Most orthopedic surgeons do not do any resurfacing at all.
That’s probably a good thing. Most surgeons don’t have the
large number of patients that are good candidates for hip
resurfacing to gain this level of surgical experience. And
most surgeons who attend training courses realize it’s not
for them. Some hip surgeons with large practices do not
recommend this procedure.
The only way to really be sure if you are a candidate for
resurfacing is to get an opinion from a surgeon who does
both traditional hip replacement and hip resurfacing. You
can find many of us on this website
, and almost all of us welcome e-mail inquiries, with X-rays
anyone who does hip resurfacing does hip replacement as
well, but the reverse is not necessarily true. Hip
replacement and hip resurfacing do best in different types
of patients. They are not competing procedures, they are
complementary. The best candidates for resurfacing are
young, healthy people who have higher levels of activity.
These are some of the worst candidates for traditional total
hip replacement because they have the highest rates of
loosening and wear that require revision surgery.

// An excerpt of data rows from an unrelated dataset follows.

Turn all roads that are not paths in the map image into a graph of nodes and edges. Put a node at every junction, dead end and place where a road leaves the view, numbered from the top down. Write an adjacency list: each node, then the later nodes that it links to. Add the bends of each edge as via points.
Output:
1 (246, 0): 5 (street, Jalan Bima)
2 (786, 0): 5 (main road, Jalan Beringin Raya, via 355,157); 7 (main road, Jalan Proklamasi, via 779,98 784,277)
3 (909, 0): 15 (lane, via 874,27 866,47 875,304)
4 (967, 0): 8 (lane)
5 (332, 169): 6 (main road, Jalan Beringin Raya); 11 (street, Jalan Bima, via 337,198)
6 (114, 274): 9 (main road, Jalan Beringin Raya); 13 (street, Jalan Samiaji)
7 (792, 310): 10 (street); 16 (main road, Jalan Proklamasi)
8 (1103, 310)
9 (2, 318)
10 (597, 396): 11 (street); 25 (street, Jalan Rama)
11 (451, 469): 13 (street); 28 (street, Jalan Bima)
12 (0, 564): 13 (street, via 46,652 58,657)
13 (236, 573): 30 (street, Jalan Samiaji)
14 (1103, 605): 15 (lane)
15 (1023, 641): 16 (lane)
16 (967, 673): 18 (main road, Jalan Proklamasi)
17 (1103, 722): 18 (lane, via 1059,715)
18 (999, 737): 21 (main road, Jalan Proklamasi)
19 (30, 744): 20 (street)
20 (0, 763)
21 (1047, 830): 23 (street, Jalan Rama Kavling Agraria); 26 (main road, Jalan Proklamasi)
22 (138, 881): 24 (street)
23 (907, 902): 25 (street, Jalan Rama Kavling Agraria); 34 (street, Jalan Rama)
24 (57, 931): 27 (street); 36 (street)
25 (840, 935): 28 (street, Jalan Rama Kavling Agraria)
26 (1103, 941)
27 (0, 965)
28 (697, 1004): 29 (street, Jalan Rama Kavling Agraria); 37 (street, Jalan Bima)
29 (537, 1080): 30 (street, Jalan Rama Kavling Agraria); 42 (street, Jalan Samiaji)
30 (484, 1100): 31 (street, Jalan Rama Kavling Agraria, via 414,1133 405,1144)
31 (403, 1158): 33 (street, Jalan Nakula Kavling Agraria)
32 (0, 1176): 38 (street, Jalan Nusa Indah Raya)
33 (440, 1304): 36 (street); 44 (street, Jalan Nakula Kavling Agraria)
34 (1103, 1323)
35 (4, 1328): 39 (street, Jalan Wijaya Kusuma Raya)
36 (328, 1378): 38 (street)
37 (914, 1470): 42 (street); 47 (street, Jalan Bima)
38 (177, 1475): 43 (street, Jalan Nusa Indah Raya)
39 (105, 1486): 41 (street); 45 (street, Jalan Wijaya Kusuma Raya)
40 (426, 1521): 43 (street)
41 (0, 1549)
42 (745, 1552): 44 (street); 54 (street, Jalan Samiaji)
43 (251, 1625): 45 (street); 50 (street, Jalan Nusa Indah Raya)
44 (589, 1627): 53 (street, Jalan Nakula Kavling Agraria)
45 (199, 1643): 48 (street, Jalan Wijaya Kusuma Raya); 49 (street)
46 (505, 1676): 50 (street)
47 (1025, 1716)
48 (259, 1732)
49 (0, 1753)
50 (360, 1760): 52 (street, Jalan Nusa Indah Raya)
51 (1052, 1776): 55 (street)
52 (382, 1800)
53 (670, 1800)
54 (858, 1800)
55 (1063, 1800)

The results reported for metal-on-metal total hip
replacement cannot be directly applied to metal-on-metal hip
resurfacing. The best resurfacing candidates are males under
65 with osteoarthritis. These patients do better with
resurfacing than with THR. Inferior results are seen in
women, hip dysplasia, and AVN.
You need to be the right patient, and have a properly placed
implant, using an implant with a good track record to
optimize your chances of getting a good long term result.
Disclosure: Dr Brooks collaborates with the medical device
industry in the development of better implants and
techniques for orthopedic patients. He is a consultant for
Stryker and for Smith and Nephew, the company which
manufactures the BHR. He receives no royalties for the BHR
or for any other implant. This post is personal to Dr Brooks
and does not necessarily reflect the opinions or positions
of the Cleveland Clinic. Cleveland Clinic does not endorse
any particular brand of medical device.